PROBLEM TO SOLVE: Your task is to repeat the entries word for word while leaving out the pictures.

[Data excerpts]
━━━━━━━━━━━━━━━━━━━━━━━━━━━━━━

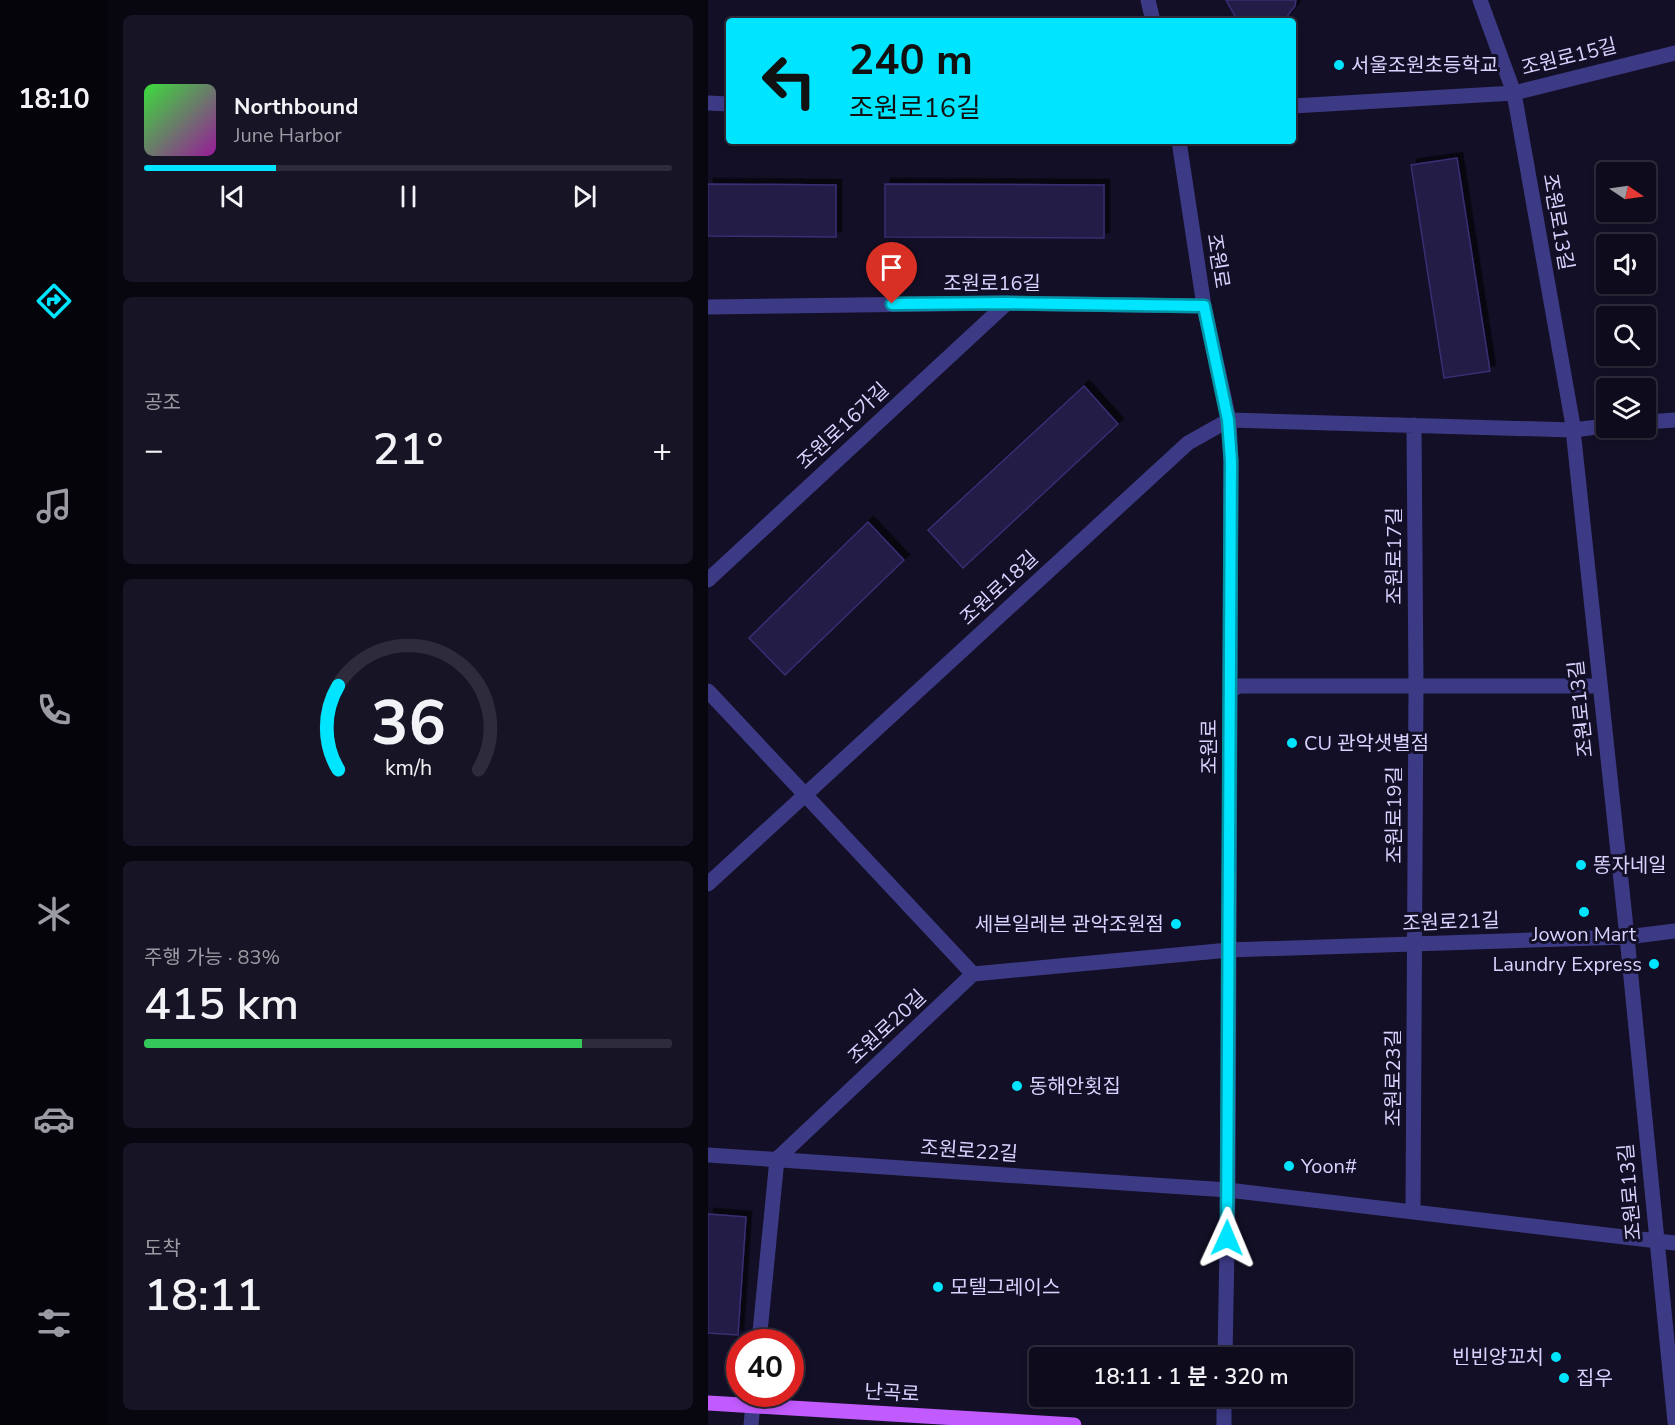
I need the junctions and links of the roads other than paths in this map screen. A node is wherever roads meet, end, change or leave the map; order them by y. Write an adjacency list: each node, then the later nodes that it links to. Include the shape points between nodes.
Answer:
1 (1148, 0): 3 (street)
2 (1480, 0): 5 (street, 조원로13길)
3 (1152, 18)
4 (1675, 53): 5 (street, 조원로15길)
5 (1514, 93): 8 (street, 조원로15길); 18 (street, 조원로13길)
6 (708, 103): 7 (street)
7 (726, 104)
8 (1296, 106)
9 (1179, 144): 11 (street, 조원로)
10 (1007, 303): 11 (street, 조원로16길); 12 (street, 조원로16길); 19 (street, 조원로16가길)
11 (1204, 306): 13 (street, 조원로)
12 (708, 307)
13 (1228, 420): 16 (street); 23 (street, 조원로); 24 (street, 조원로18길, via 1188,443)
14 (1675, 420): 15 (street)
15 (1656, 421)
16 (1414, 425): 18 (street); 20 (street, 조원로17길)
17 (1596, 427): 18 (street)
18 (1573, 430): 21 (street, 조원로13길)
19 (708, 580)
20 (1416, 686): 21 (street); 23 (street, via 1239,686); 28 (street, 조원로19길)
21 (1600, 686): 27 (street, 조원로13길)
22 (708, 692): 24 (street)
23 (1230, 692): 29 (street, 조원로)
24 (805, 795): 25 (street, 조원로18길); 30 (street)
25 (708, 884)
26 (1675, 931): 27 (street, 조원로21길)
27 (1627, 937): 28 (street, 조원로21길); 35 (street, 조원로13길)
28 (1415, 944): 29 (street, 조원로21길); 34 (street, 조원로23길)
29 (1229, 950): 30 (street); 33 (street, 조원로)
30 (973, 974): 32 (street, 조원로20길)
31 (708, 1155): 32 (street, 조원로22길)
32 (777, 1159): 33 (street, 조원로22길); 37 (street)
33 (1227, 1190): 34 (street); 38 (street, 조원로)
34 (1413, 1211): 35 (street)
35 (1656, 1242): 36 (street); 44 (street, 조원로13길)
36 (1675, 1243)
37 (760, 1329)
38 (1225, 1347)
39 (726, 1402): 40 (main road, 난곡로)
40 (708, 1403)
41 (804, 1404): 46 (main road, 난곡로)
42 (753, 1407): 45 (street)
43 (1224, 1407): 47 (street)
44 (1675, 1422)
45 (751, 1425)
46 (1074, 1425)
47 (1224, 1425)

━━━━━━━━━━━━━━━━━━━━━━━━━━━━━━

ANSWER BELOW:
I need the junctions and links of the roads other than paths in this map screen. A node is wherever roads meet, end, change or leave the map; order them by y. Write an adjacency list: each node, then the later nodes that it links to. Include the shape points between nodes.
Answer:
1 (1148, 0): 3 (street)
2 (1480, 0): 5 (street, 조원로13길)
3 (1152, 18)
4 (1675, 53): 5 (street, 조원로15길)
5 (1514, 93): 8 (street, 조원로15길); 18 (street, 조원로13길)
6 (708, 103): 7 (street)
7 (726, 104)
8 (1296, 106)
9 (1179, 144): 11 (street, 조원로)
10 (1007, 303): 11 (street, 조원로16길); 12 (street, 조원로16길); 19 (street, 조원로16가길)
11 (1204, 306): 13 (street, 조원로)
12 (708, 307)
13 (1228, 420): 16 (street); 23 (street, 조원로); 24 (street, 조원로18길, via 1188,443)
14 (1675, 420): 15 (street)
15 (1656, 421)
16 (1414, 425): 18 (street); 20 (street, 조원로17길)
17 (1596, 427): 18 (street)
18 (1573, 430): 21 (street, 조원로13길)
19 (708, 580)
20 (1416, 686): 21 (street); 23 (street, via 1239,686); 28 (street, 조원로19길)
21 (1600, 686): 27 (street, 조원로13길)
22 (708, 692): 24 (street)
23 (1230, 692): 29 (street, 조원로)
24 (805, 795): 25 (street, 조원로18길); 30 (street)
25 (708, 884)
26 (1675, 931): 27 (street, 조원로21길)
27 (1627, 937): 28 (street, 조원로21길); 35 (street, 조원로13길)
28 (1415, 944): 29 (street, 조원로21길); 34 (street, 조원로23길)
29 (1229, 950): 30 (street); 33 (street, 조원로)
30 (973, 974): 32 (street, 조원로20길)
31 (708, 1155): 32 (street, 조원로22길)
32 (777, 1159): 33 (street, 조원로22길); 37 (street)
33 (1227, 1190): 34 (street); 38 (street, 조원로)
34 (1413, 1211): 35 (street)
35 (1656, 1242): 36 (street); 44 (street, 조원로13길)
36 (1675, 1243)
37 (760, 1329)
38 (1225, 1347)
39 (726, 1402): 40 (main road, 난곡로)
40 (708, 1403)
41 (804, 1404): 46 (main road, 난곡로)
42 (753, 1407): 45 (street)
43 (1224, 1407): 47 (street)
44 (1675, 1422)
45 (751, 1425)
46 (1074, 1425)
47 (1224, 1425)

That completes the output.